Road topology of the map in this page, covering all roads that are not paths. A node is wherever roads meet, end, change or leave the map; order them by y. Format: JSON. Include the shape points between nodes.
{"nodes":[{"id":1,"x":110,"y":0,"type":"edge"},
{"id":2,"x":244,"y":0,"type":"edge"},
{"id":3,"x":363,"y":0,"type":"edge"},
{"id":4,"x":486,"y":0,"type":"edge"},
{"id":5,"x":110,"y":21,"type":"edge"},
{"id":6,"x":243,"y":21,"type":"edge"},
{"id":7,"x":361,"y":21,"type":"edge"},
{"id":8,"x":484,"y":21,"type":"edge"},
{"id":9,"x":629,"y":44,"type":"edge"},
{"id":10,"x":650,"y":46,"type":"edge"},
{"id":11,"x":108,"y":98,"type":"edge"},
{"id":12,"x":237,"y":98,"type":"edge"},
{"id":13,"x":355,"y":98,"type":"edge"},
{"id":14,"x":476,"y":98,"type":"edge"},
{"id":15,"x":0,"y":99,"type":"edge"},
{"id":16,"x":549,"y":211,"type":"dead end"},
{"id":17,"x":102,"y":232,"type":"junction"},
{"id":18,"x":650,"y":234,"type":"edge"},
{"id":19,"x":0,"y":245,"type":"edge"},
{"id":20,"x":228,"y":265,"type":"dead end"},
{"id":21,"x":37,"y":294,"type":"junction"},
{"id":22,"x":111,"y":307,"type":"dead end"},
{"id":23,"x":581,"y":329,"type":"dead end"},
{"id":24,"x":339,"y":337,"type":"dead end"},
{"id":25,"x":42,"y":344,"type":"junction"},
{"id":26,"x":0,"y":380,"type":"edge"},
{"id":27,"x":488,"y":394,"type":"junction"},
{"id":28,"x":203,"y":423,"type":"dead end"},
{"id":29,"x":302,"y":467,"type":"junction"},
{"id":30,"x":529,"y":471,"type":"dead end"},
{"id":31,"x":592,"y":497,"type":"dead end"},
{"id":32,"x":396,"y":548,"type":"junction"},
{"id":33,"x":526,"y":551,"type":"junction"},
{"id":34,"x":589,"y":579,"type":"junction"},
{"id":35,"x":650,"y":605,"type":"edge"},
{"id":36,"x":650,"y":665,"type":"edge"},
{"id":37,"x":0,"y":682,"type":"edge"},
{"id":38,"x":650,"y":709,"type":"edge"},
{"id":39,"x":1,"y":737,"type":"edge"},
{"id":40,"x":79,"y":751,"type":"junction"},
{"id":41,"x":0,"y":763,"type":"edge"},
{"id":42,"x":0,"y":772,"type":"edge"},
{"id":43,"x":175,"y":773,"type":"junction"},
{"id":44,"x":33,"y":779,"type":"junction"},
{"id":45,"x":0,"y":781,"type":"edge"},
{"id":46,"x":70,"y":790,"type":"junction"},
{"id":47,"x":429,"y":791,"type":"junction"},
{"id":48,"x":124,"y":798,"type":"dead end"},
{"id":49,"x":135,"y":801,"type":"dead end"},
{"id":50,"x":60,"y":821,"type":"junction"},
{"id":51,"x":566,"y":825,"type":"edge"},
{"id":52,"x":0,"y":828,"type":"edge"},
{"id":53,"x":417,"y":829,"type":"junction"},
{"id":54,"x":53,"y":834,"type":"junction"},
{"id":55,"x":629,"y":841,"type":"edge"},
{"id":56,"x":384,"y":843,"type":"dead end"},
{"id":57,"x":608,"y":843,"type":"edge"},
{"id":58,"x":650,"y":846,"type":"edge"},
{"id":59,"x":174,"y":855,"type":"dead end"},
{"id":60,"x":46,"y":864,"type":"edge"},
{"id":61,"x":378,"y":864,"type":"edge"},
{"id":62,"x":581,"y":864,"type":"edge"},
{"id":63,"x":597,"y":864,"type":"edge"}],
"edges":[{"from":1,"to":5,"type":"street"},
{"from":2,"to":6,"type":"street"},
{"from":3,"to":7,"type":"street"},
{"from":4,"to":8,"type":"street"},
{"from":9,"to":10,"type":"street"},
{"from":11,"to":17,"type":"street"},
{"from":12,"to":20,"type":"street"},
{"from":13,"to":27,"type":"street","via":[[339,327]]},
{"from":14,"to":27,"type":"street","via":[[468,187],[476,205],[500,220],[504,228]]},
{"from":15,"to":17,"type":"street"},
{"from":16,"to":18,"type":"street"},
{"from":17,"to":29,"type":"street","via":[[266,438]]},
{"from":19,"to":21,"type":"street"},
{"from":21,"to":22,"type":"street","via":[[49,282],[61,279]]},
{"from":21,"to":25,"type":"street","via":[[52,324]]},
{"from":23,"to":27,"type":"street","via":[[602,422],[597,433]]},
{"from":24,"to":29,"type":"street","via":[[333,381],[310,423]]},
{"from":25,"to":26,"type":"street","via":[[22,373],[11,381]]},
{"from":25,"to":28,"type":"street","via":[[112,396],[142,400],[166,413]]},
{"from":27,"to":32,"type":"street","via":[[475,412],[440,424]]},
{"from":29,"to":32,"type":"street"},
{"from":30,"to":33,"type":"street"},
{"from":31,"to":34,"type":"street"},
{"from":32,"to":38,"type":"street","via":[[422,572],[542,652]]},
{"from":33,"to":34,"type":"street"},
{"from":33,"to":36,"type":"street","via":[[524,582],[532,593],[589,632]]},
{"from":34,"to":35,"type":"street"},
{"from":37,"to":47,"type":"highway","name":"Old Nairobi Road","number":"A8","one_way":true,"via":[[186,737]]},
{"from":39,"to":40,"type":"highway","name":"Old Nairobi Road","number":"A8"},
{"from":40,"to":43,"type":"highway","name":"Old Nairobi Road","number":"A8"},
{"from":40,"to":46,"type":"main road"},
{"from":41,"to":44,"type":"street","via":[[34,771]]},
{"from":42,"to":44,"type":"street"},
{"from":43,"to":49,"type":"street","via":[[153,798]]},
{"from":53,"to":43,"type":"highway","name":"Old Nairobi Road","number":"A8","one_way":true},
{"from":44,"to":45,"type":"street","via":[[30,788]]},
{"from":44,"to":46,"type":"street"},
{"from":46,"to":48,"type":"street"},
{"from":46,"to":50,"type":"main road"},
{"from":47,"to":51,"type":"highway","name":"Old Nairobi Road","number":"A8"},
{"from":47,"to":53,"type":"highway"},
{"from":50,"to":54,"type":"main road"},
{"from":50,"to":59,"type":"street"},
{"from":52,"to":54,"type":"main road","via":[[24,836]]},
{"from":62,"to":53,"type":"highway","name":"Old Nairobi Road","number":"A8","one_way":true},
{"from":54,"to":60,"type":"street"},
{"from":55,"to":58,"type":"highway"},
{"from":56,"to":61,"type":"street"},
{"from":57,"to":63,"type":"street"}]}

What is required:
Which lines of the records above contain the word "nodes"? Report each one in full.

Exercise answer:
Road topology of the map in this page, covering all roads that are not paths. A node is wherever roads meet, end, change or leave the map; order them by y. Format: JSON. Include the shape points between nodes.
{"nodes":[{"id":1,"x":110,"y":0,"type":"edge"},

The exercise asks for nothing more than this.